Nous avons pris la décision de quitter notre maison, notre pays essentiellement à cause de la situation générale dans laquelle se trouvait la Syrie, le chaos.
On ne comprenait pas ce qui se passait exactement mais on pouvait tout de même sentir que la guerre n’est pas près de s’achever et que rétablir l’ordre prendra du temps », a-t-elle expliqué.
La maman est alors intervenue pour souligner une date qui, selon elle, est des plus marquantes. Le 13 juillet 2016, jour où toutes les deux ont pris leurs valises et ont quitté la Syrie, fuyant la guerre vers l’incertitude. Depuis cette date, elle compte les jours et les nuits, loin de son mari, de ses frères et sœurs, de ses collègues et de sa ville…
Suivre le flux…
En leur demandant si elles sont entrées en Europe illégalement, elles ont souri m’assurant que tout était légal et qu’elles ont choisi spécifiquement la République tchèque parce qu’elles avaient de la famille ici et qu’elles voulaient être avec des personnes qu’elles connaissaient pour se sentir plus en sécurité.
« Avec toutes ces images désolantes de réfugiés syriens qui meurent tous les jours sur les plages méditerranéennes, des familles et des enfants qui font face à la mort quasi-certaine pour pouvoir quitter leur pays. Est-ce que vous regrettez d’être venues en Europe », ai-je demandé à la jeune L.
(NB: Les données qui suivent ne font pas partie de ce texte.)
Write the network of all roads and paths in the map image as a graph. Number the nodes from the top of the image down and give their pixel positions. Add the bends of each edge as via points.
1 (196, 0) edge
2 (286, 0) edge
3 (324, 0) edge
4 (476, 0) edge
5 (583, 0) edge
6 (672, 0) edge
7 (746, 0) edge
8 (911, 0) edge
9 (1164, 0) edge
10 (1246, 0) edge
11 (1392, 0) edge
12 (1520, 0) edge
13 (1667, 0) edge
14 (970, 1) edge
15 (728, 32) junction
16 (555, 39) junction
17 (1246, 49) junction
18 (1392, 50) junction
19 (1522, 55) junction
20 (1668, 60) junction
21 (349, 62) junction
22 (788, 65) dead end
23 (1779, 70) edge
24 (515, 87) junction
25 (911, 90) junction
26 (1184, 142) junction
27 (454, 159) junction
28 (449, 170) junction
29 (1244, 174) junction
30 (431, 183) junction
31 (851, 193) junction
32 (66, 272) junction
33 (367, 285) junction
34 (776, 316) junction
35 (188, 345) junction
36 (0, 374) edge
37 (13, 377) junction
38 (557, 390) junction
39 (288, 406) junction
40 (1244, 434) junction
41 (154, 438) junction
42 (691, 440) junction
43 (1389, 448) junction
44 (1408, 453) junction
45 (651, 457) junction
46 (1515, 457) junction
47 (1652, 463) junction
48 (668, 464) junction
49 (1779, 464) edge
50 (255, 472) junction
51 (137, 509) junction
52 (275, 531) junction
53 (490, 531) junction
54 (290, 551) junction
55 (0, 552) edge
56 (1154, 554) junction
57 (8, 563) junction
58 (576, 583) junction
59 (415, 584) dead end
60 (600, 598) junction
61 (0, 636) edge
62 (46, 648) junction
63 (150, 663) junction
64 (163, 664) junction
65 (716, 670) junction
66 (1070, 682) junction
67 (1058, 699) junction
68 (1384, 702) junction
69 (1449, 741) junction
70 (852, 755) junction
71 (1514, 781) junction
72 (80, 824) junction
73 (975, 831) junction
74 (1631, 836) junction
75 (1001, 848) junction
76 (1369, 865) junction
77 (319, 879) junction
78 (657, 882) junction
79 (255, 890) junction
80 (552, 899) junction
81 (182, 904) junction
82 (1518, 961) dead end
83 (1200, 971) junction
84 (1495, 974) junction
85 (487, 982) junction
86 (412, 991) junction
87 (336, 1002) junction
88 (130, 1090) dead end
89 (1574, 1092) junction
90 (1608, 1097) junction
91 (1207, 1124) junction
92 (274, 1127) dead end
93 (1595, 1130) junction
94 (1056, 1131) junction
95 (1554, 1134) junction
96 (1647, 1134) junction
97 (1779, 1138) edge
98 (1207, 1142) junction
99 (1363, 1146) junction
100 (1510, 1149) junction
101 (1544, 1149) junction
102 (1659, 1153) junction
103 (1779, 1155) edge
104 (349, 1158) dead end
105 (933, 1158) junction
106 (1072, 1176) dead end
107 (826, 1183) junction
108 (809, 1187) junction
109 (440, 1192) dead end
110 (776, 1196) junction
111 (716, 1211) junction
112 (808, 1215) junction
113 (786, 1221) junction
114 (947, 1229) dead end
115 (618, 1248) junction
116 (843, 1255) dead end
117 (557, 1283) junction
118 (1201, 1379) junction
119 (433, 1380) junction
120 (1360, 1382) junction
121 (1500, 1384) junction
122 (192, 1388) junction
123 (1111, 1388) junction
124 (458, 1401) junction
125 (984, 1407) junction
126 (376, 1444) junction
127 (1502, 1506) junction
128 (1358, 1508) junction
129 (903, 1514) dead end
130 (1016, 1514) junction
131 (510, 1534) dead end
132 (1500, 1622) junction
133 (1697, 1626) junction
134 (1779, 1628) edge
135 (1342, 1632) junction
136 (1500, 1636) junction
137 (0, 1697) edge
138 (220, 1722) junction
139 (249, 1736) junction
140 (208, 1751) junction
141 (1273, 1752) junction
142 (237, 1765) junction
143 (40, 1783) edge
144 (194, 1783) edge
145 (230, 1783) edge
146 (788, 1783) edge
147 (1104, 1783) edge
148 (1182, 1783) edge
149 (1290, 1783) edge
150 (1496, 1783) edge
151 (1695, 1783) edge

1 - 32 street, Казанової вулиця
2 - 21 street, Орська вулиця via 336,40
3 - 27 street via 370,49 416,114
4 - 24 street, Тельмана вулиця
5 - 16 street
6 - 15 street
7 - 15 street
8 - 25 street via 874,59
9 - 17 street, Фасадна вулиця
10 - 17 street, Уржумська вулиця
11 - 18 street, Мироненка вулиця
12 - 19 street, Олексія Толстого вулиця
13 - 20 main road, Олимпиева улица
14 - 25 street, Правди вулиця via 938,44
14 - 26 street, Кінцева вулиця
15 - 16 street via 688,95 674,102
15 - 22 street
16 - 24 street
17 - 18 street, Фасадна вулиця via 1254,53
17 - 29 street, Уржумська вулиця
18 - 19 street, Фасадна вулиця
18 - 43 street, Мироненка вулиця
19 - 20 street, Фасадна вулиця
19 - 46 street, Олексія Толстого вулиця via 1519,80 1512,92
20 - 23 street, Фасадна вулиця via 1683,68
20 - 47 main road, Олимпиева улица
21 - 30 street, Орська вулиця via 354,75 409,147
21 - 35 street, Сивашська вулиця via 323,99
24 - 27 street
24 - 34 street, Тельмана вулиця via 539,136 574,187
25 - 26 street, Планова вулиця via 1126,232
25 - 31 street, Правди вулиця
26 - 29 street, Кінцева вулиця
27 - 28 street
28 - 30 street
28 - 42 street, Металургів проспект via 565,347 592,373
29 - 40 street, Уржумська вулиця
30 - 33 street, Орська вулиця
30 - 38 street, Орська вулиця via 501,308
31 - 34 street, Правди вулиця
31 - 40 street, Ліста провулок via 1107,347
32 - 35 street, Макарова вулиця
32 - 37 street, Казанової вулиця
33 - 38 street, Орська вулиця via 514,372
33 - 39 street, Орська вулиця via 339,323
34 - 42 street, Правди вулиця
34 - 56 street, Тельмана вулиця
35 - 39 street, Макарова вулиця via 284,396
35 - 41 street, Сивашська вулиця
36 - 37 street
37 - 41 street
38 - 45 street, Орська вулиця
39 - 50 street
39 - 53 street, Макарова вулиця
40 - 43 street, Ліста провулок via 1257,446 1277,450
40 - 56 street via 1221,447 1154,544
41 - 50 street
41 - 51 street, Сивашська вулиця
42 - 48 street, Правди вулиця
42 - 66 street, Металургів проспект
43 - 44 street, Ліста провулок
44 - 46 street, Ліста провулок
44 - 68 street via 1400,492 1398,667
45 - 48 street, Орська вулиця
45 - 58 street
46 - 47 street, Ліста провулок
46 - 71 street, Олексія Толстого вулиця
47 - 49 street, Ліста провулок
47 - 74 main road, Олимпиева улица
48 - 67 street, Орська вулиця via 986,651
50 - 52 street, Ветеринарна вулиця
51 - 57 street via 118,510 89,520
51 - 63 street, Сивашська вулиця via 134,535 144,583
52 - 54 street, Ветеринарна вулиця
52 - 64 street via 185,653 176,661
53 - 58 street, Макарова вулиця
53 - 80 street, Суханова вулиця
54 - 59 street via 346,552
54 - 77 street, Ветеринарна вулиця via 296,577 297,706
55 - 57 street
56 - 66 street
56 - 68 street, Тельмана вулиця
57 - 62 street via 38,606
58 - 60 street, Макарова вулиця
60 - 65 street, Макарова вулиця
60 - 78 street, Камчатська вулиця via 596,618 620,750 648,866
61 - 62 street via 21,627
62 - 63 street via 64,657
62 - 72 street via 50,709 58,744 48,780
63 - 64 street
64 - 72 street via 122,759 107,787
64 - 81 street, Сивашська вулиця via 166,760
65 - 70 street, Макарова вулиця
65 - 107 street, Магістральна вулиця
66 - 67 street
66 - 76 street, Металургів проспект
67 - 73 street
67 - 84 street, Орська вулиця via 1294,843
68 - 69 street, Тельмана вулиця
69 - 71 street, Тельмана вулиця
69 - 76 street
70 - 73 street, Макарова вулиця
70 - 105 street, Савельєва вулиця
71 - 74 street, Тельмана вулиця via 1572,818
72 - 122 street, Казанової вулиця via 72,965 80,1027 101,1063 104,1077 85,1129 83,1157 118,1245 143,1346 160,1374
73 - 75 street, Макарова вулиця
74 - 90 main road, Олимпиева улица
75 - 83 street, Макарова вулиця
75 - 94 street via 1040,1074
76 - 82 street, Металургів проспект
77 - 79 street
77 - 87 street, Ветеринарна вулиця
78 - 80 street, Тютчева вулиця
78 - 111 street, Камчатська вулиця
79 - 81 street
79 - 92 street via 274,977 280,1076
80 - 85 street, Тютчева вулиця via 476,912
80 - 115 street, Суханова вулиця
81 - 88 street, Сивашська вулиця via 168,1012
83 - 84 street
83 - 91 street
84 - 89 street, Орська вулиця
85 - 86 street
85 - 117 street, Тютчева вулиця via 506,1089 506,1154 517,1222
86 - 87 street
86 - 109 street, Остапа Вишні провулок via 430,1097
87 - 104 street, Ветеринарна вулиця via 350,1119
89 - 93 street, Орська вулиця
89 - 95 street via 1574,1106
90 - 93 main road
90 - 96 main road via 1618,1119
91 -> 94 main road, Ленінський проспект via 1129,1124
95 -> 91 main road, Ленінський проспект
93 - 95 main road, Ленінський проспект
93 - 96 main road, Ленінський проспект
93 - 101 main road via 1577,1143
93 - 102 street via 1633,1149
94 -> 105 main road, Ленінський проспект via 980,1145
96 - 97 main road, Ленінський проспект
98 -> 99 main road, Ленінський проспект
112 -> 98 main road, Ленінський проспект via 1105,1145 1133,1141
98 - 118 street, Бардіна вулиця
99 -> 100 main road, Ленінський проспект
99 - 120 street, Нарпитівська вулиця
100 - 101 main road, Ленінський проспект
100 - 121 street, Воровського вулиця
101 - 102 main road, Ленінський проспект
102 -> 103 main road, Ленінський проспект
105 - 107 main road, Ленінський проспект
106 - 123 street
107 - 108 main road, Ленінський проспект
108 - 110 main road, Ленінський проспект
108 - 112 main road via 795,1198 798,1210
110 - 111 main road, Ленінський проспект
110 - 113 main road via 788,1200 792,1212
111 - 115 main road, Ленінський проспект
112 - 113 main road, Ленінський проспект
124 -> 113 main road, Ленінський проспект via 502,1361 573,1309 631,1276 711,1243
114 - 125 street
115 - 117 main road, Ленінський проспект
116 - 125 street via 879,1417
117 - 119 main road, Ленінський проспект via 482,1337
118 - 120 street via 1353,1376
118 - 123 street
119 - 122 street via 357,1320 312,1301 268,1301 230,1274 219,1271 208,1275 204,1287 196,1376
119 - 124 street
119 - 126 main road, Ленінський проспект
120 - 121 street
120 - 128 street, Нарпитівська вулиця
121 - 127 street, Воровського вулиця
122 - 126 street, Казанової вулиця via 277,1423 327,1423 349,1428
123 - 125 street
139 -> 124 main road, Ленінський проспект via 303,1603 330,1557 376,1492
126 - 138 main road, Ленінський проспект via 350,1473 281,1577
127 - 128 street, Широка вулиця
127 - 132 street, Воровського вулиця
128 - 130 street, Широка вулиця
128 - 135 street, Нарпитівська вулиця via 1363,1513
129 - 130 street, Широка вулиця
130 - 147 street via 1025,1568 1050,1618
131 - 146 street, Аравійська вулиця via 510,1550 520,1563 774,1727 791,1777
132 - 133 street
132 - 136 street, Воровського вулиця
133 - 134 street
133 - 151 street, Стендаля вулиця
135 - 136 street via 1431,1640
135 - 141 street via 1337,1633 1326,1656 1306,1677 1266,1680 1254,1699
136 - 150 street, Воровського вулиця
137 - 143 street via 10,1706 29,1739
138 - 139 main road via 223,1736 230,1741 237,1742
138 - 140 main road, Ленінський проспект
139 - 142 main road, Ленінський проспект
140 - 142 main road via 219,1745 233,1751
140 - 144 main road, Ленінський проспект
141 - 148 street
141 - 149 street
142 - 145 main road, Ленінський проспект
Sans la moindre hésitation, elle m’a répondu « Non, nous ne regrettons pas d’être venu ici. Nous nous sentons plus en sécurité en dépit de l’attente de l’approbation de notre demande de protection internationale par le gouvernement ».
Des attentes pour un futur incertain ?
Les yeux pleins de larmes, L. m’a confiée qu’elle ne sait pas si elle reverra un jour la Syrie, si elle pourra revivre dans son ancien quartier de Damas, revoir ses amies, retrouver son université… A ma question « Où est-ce que tu te vois dans 10 ans », elle a tout simplement répondu par un « Je ne sais vraiment pas ». On pouvait sentir la tristesse, la confusion et l’incertitude dans son regard, dans sa voix et dans ses paroles.
Elle aime son pays, elle rêve de marcher encore une fois dans les rues de la capitale, d’aller voir ses copines, de diner avec toute sa famille réunie à table mais ne sait ni comment ni quand elle pourra retrouver sa patrie.
Sentant la tristesse de sa fille et la lourdeur de son cœur, la maman, M., a pris sa main pour la caresser. « Vous savez quoi », a-t-elle lancé en me souriant, « Nous savons que la guerre en Syrie n’est pas près de finir.
Notre pays usera d’une dizaine d’années pour revenir comme il l’était avant. Il y aura beaucoup de travail, beaucoup d’efforts, beaucoup de thérapie, mais je sais au fond de moi que nous allons réussir. La Syrie reviendra certainement… »
Sur ces paroles, elles m’ont quittée. L’esprit lourd de souvenirs, les yeux pleins de larmes et le visage souriant. En ce moment précis, elles me rappelaient la Syrie. Ce pays-phare, le joyau du Moyen-Orient, blessé, attristé mais glorieux, sans pareil.